▸ **How to complete this task**
Which lines of the data below include the string "Choate"? Return each of them.

Collected data
'''
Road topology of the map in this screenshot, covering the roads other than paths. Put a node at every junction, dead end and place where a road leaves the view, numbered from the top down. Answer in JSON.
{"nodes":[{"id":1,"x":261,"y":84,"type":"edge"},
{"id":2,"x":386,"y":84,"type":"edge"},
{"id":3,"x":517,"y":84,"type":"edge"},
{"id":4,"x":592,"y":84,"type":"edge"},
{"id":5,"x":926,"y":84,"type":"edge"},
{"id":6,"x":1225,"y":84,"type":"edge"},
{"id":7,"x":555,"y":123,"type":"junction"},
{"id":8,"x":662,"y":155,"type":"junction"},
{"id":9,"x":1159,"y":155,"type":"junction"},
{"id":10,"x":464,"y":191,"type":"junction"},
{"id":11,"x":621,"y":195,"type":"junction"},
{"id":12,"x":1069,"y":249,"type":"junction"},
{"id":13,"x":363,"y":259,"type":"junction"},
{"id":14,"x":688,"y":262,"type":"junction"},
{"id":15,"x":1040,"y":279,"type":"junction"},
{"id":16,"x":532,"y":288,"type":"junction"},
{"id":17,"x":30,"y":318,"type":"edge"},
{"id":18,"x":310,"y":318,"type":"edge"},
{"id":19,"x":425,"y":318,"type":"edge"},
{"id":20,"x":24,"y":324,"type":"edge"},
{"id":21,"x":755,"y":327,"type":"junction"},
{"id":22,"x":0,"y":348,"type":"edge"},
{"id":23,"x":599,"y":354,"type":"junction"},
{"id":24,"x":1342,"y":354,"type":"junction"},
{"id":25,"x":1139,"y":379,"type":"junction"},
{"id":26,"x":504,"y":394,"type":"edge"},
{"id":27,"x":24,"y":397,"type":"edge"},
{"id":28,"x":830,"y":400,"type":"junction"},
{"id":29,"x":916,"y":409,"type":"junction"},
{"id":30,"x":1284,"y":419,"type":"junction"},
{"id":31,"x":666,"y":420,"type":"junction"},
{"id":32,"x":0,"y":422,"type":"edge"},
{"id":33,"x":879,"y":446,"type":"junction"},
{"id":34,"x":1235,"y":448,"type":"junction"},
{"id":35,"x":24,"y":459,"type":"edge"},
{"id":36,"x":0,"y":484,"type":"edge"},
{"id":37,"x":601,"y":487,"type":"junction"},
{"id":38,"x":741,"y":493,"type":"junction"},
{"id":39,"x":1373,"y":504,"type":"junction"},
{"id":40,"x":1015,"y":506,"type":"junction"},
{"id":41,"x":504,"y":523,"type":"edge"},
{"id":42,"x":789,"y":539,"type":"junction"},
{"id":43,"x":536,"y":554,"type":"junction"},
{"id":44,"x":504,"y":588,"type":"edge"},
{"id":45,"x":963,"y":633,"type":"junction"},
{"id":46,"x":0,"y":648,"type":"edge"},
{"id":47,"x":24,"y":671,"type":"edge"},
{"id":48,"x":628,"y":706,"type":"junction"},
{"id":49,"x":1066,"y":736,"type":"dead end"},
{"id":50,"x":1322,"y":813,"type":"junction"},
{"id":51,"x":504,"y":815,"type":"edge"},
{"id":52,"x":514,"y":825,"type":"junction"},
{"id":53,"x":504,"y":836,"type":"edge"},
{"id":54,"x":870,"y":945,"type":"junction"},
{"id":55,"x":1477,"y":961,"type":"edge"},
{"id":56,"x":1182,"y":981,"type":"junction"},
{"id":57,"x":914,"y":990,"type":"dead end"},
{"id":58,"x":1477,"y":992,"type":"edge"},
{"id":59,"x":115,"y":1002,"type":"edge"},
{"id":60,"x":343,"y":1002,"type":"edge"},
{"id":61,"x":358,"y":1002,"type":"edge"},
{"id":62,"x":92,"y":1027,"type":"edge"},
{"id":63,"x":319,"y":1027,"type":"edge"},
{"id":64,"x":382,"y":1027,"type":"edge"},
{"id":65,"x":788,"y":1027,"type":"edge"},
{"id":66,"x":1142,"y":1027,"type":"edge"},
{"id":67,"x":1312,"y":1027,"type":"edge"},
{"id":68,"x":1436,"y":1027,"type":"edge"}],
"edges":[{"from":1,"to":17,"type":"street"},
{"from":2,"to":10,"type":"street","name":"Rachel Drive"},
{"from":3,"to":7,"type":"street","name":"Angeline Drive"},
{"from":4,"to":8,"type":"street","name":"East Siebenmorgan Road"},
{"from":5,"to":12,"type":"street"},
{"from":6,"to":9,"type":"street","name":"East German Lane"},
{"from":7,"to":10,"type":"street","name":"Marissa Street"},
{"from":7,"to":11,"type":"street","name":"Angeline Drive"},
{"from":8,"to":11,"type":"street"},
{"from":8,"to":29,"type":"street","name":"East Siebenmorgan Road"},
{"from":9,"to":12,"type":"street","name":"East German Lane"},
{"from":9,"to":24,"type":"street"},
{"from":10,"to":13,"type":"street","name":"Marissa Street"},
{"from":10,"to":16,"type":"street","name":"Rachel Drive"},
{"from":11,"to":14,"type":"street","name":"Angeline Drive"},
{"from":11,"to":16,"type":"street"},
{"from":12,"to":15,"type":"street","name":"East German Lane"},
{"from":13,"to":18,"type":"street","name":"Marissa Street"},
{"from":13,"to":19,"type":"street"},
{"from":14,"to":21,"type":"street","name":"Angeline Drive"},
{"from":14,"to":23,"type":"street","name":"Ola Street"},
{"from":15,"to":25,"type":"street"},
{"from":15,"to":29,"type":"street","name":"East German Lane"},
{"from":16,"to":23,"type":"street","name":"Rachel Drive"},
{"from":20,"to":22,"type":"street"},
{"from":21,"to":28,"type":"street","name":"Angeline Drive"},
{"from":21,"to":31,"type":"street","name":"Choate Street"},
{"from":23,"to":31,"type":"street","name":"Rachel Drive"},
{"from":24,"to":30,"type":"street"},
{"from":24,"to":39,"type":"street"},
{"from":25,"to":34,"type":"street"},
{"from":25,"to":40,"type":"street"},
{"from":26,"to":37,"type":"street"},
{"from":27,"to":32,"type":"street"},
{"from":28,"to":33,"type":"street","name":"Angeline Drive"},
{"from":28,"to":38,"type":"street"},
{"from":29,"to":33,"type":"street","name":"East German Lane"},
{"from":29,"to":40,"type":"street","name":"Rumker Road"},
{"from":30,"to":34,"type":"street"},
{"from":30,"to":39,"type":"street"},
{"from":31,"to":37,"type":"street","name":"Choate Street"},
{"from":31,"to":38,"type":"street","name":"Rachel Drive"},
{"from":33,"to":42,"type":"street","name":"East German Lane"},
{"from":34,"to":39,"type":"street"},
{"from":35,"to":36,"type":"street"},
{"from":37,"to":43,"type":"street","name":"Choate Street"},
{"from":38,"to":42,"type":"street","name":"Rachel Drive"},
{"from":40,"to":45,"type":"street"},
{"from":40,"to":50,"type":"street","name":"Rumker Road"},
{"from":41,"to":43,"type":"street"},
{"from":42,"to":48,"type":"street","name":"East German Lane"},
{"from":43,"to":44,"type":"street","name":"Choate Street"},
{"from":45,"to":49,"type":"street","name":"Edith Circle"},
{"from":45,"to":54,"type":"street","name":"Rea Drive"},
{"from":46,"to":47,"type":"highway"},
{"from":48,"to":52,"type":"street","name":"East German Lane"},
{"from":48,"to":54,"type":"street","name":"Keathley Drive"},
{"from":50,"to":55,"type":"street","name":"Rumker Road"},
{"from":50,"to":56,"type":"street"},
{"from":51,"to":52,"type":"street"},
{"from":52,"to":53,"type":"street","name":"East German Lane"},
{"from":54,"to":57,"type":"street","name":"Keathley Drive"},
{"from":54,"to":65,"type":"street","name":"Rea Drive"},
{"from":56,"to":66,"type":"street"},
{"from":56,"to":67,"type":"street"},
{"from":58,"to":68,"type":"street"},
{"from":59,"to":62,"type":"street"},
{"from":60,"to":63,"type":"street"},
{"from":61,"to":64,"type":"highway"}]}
'''
▸ **Your response**
{"from":21,"to":31,"type":"street","name":"Choate Street"},
{"from":31,"to":37,"type":"street","name":"Choate Street"},
{"from":37,"to":43,"type":"street","name":"Choate Street"},
{"from":43,"to":44,"type":"street","name":"Choate Street"},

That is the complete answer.